In each diagram, the name of the cluster is displayed on the horizontal axis and the number of clusters is displayed on the vertical (height) axis.

As you look up from the bottom of either diagram, clusters are progressively joined until a single, all-encompassing cluster is formed at the top (or root) of the tree. Clusters exist at each level of the diagram. For example, at the level where the diagram indicates three clusters, the clusters are as follows:

  • Cluster 1: RedMeat WhiteMeat Eggs Milk

  • Cluster 2: Fish Starch

  • Cluster 3: Cereal Nuts FruVeg

As you proceed up the diagram one level, the number of clusters is two:

  • Cluster 1: RedMeat WhiteMeat Eggs Milk Fish Starch

  • Cluster 2: Cereal Nuts FruVeg

The following statements illustrate how you can specify the numeric variable that defines the height of each node (cluster) in the tree:

proc tree data=Tree horizontal haxis=axis1;
   axis1 order=(0 to 1 by 0.2);
   height _PROPOR_;
   label _name_ = 'Variable';
run;

The HORIZONTAL option in the PROC TREE statement orients the tree diagram horizontally. The HAXIS= option specifies that the AXIS1 statement be used to customize the appearance of the horizontal axis. The ORDER= option in the AXIS1 statement (see SAS/GRAPH: Reference) specifies the data values in the order in which they are to appear on the axis. The HEIGHT statement specifies the variable _PROPOR_ (the proportion of variance explained) as the height variable. The LABEL statement supplies a short Y-axis label.

The resulting tree diagram is shown in Figure 118.3.
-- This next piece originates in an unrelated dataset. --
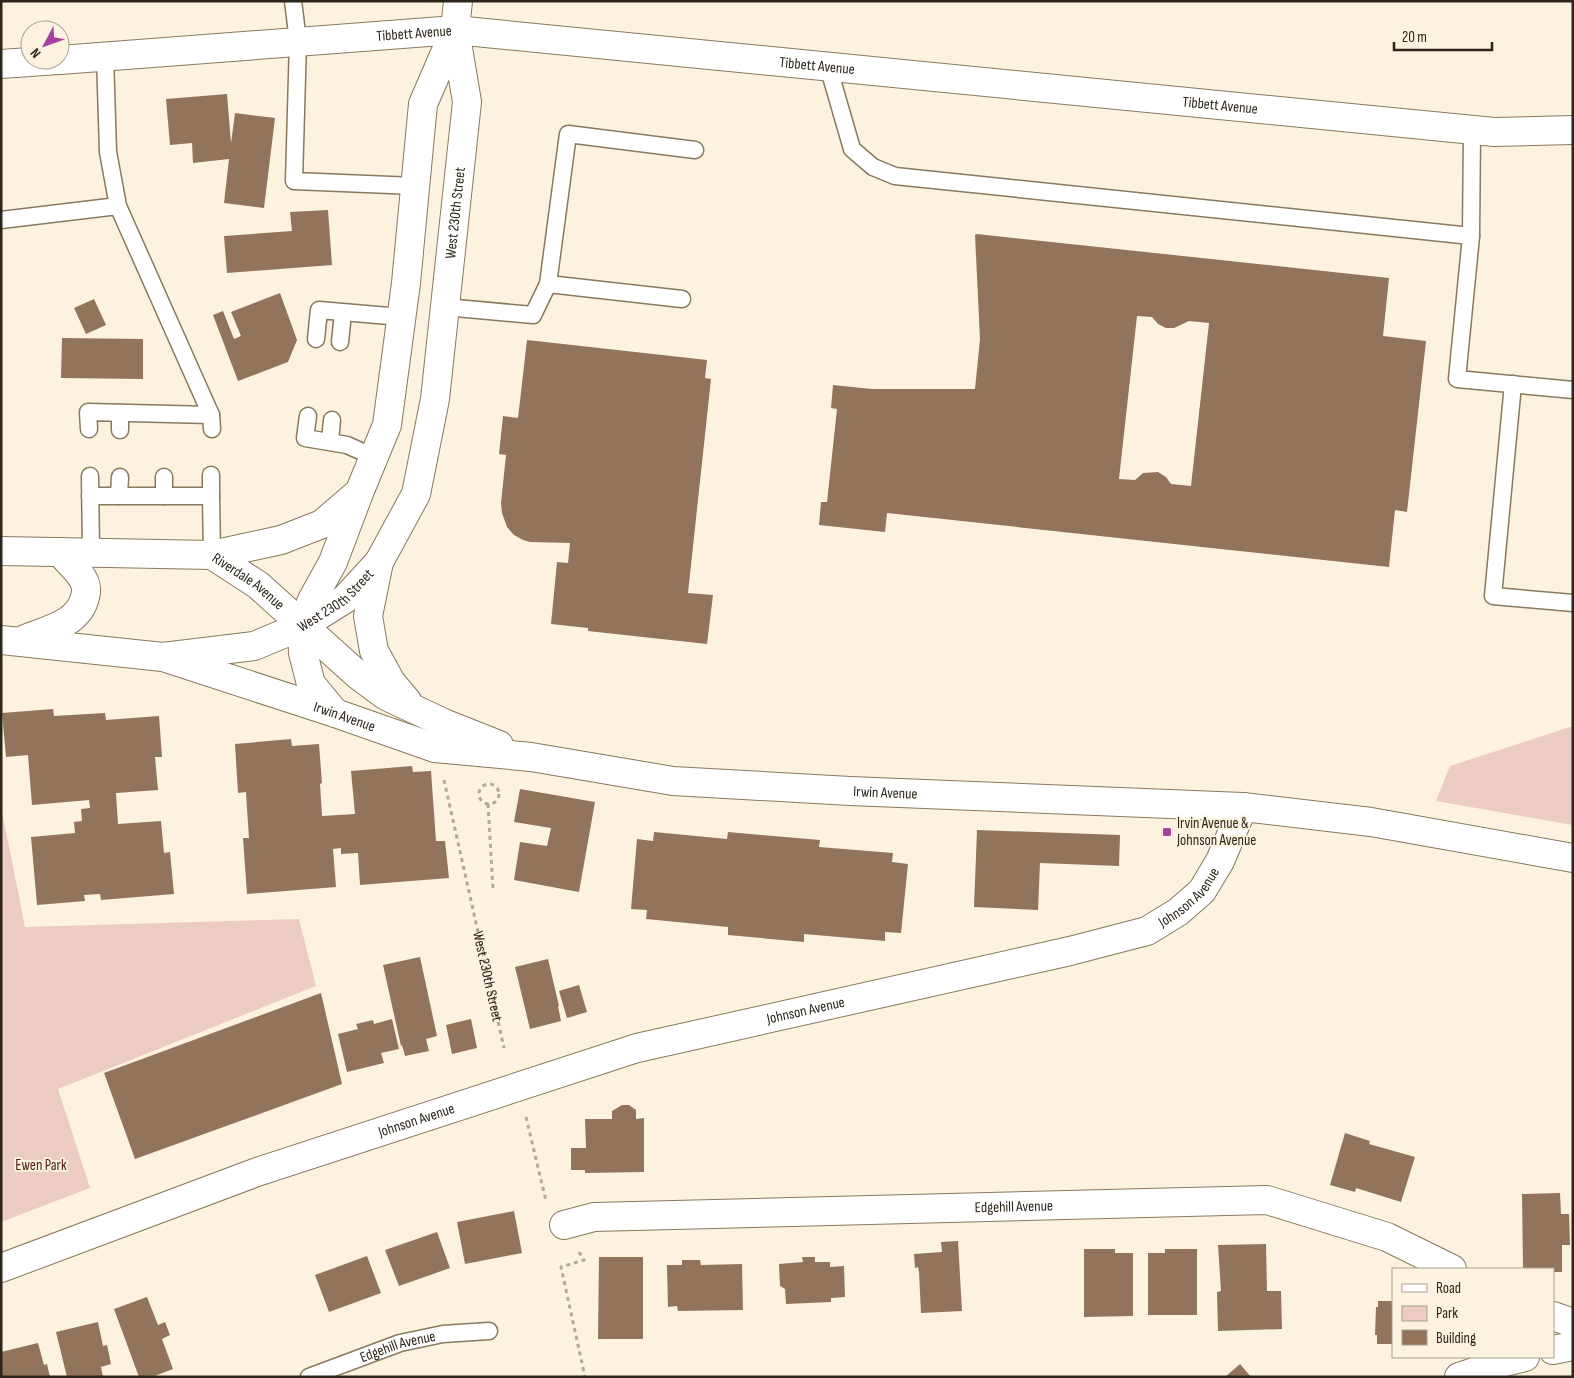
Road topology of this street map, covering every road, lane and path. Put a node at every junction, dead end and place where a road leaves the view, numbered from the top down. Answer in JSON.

Figure 118.3: Horizontal Tree Diagram with _PROPOR_ as the HEIGHT Variable

Horizontal Tree Diagram with  as the HEIGHT Variable


As you look from left to right in the diagram, objects and clusters are progressively joined until a single, all-encompassing cluster is formed at the right (or root) of the tree.

Clusters exist at each level of the diagram, represented by horizontal line segments. Each vertical line segment represents a point where leaves and branches are connected into progressively larger clusters.

For example, three clusters are formed at the leftmost point along the axis where three horizontal line segments exist. At that point, where a vertical line segment connects the Cereal-Nuts and FruVeg clusters, the proportion of variance explained is about 0.6 (_PROPOR_ = 0.6). At the next clustering level the variables Fish and Starch are clustered with variables RedMeat through Milk, resulting in a total of two clusters. The proportion of variance explained is about 0.45 at that point.